Scrooged
directed by Richard Donner
(Paramount, 1988)

Everyone knows the story of A Christmas Carol; how on Christmas Eve, miserly and joyless Ebenezer Scrooge is visited by four ghosts (counting Marley) who convince him of the error of his ways and turn him into a happy philanthropist. In this update of the tale, Bill Murray is Frank Cross, the president of IBC, a highly rated television network, and to put it mildly, he is not a nice man. On Christmas Eve, he takes great joy in watching through a telescope as an employee he fired five minutes before gets thrown out of the building. After accepting a humanitarian award (and leaving it on the seat of a taxi), Frank is visited by the ghost of his former employer, Lew Hayward, all dressed up in his golf clothes, complete with a mouse living in his skull. Lew informs Frank that he will be visited by three ghosts and he is to expect the first one at noon the following day. Promptly at noon, things begin to go very wrong for Frank Cross.

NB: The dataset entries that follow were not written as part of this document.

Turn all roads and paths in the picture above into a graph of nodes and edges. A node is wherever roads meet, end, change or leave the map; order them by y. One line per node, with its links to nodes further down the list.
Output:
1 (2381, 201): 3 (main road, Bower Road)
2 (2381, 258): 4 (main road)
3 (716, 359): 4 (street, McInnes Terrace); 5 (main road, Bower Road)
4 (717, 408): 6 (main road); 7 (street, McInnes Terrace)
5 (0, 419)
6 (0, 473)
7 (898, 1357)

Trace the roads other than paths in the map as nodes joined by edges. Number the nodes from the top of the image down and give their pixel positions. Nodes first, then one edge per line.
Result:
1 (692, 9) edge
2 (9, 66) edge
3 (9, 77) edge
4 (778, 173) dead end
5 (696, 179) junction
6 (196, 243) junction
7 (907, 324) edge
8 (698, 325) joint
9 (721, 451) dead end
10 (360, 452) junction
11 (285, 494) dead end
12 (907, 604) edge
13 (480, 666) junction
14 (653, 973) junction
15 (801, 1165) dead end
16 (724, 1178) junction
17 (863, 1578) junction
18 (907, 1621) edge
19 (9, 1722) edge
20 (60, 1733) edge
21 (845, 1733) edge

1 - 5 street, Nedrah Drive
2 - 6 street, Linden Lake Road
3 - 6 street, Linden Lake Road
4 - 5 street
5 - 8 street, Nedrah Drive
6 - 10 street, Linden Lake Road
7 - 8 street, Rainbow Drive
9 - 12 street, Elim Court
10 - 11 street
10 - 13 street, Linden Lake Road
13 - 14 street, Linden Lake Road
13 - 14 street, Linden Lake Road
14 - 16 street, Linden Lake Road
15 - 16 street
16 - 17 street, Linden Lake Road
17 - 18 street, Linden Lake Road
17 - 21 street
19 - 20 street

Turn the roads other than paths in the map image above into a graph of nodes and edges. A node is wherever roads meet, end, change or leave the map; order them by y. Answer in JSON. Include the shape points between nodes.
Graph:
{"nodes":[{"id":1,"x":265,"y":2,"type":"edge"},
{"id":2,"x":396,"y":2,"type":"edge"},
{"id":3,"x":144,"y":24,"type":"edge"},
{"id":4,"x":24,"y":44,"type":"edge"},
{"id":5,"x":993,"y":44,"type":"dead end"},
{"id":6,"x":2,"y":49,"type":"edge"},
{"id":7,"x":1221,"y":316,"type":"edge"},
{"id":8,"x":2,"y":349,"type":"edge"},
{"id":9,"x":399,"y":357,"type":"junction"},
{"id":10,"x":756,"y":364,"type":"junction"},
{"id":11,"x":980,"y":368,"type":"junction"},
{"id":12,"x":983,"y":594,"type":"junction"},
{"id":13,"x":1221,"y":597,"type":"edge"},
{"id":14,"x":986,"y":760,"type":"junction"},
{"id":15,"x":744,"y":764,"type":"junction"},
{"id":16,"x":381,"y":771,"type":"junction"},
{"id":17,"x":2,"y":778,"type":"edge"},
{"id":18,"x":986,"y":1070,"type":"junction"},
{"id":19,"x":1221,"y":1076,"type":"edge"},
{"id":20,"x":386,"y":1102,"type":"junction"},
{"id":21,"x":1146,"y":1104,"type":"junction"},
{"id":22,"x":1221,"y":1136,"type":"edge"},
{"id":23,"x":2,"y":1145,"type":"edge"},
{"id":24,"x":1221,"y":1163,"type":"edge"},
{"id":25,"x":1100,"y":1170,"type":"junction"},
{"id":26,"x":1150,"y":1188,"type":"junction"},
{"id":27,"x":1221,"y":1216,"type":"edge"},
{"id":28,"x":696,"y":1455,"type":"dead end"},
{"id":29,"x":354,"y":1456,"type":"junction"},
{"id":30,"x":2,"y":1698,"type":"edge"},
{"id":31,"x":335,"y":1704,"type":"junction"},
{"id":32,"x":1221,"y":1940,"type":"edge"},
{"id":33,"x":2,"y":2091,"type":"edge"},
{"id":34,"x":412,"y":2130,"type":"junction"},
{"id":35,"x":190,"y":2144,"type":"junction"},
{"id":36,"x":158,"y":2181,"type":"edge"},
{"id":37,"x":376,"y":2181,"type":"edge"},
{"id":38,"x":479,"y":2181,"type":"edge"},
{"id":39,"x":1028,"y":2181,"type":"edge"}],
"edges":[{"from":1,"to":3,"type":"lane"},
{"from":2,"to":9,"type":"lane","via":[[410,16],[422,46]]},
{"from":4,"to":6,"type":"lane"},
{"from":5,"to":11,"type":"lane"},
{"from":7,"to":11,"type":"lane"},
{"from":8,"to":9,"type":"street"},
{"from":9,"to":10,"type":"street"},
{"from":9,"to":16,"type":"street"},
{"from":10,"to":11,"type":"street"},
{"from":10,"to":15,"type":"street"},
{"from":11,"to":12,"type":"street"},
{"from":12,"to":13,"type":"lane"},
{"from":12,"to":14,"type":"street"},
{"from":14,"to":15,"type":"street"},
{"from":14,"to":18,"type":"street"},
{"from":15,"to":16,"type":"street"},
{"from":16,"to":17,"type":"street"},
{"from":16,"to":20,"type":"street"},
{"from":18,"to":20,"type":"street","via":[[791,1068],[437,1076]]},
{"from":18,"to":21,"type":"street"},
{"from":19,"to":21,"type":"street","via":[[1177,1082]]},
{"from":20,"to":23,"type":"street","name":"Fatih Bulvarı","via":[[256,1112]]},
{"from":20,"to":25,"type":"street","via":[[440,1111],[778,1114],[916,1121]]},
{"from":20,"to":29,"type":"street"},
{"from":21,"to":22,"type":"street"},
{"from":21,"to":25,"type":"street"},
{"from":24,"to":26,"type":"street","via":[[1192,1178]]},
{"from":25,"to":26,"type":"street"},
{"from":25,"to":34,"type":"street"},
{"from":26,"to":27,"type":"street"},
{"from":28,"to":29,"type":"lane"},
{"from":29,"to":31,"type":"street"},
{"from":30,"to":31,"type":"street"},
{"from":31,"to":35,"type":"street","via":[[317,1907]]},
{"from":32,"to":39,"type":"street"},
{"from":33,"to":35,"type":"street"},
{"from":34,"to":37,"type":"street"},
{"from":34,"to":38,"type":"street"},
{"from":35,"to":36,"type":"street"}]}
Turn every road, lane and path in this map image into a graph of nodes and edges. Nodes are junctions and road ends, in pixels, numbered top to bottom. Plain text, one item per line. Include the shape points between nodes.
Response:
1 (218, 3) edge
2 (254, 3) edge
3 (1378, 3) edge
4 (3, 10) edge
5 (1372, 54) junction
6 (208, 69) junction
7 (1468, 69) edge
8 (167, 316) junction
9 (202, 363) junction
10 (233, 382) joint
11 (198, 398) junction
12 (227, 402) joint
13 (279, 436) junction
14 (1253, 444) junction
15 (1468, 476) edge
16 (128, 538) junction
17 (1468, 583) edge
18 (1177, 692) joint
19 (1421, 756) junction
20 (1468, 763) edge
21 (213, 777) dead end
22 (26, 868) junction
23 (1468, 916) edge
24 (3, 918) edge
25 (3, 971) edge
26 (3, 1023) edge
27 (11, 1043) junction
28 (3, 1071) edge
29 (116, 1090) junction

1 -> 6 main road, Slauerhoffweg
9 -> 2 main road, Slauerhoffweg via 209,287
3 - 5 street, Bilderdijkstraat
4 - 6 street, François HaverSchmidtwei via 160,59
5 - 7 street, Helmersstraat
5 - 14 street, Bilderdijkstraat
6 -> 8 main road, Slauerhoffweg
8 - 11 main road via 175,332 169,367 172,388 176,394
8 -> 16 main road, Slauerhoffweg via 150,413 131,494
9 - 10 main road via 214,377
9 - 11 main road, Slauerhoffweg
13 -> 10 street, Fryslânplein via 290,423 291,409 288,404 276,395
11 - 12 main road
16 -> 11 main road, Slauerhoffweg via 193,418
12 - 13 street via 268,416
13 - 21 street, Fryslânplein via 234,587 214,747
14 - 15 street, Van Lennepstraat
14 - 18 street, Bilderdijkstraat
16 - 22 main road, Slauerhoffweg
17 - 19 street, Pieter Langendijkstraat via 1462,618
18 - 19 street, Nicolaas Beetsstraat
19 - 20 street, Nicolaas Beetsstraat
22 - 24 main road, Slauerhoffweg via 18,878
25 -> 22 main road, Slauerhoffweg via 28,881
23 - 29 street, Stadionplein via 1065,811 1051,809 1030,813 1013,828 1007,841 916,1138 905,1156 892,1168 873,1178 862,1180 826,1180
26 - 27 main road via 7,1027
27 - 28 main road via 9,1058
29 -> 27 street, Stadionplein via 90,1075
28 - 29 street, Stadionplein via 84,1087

Frank's story is bracketed by shots of the version of A Christmas Carol that IBC is supposedly showing (complete with Buddy Hackett as Scrooge and Mary Lou Retton as Tiny Tim!) live on Christmas Eve.

The Ghost of Christmas Past is played by David Johansen, but this is definitely not the Ghost that you might be expecting -- a cigar-chomping, pointy-eared New York City taxi driver who delights in walking through a door and then laughing hysterically when Frank tries to follow him and smacks his head.

It is Carol Kane who steals the show, however, as the Ghost of Christmas Present. Kane's Ghost is a combination of Glinda the Good and Mike Tyson, a Sugar Plum Fairy with an attitude. While speaking softly and cajolingly to Frank, she smacks him upside the head with a toaster. "Sometimes you need to slap them with the truth," she explains.

If the movie has a failing at all, it is Murray himself. He is so nasty and sarcastic as the "evil" Frank Cross that when he makes his inevitable about-face, he is simply not believable. The viewer is left with the feeling that Cross has pulled one over on the Ghosts and is just pretending to have changed. Only one thing saves him and it is the look on his face when his secretary's silent son says Tiny Tim's traditional line at the end of the movie.

Despite this criticism, the movie is funny and well-done and worth renting for Kane's performance as the Ghost of Christmas Present alone.